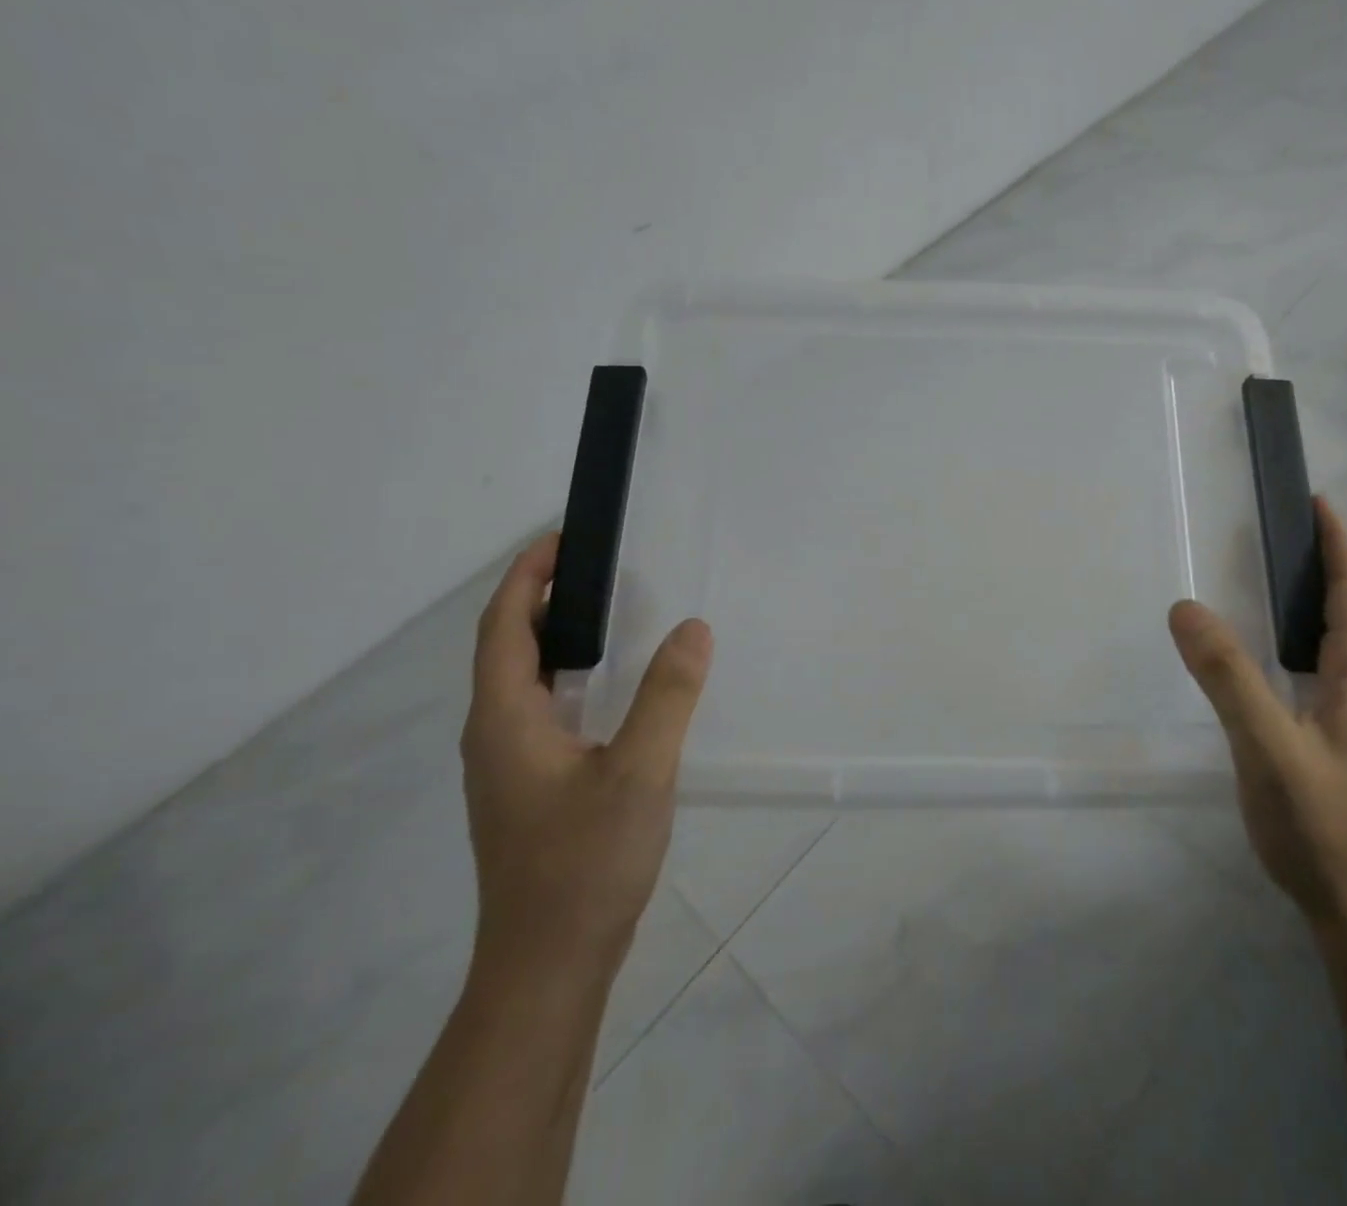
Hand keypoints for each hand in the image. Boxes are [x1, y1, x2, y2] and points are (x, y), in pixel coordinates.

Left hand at [461, 534, 712, 982]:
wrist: (549, 965)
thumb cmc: (585, 863)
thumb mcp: (639, 772)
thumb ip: (667, 695)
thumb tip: (694, 628)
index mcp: (505, 720)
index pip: (503, 626)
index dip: (527, 577)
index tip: (563, 539)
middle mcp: (494, 735)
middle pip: (508, 648)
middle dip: (543, 599)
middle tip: (599, 569)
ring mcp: (508, 766)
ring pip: (523, 682)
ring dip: (555, 639)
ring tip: (608, 616)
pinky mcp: (529, 788)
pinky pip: (541, 710)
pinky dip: (568, 677)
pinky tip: (612, 689)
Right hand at [1169, 497, 1346, 930]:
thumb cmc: (1318, 823)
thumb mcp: (1266, 746)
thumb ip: (1227, 676)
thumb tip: (1186, 607)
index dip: (1338, 542)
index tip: (1316, 501)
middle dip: (1328, 561)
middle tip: (1282, 530)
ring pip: (1346, 636)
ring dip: (1321, 596)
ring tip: (1278, 575)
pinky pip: (1332, 662)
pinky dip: (1309, 632)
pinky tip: (1278, 648)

☆ ☆ ☆ ☆ ☆

**TASK OBJECTIVE:**
Reproduce only the lines running from the one with "pinky mcp: (529, 788)" through the final line of the listing above, both ends included.

**REPLY:**
pinky mcp: (529, 788)
pinky pip: (541, 710)
pinky dip: (568, 677)
pinky tip: (612, 689)
Right hand at [1169, 497, 1346, 930]:
thumb cmc: (1318, 823)
thumb mcp: (1266, 746)
thumb ip: (1227, 676)
thumb tip: (1186, 607)
index dip: (1338, 542)
index tip: (1316, 501)
middle dip: (1328, 561)
middle tip: (1282, 530)
ring pip: (1346, 636)
ring dip: (1321, 596)
ring tip: (1278, 575)
pinky pip: (1332, 662)
pinky dip: (1309, 632)
pinky tip: (1278, 648)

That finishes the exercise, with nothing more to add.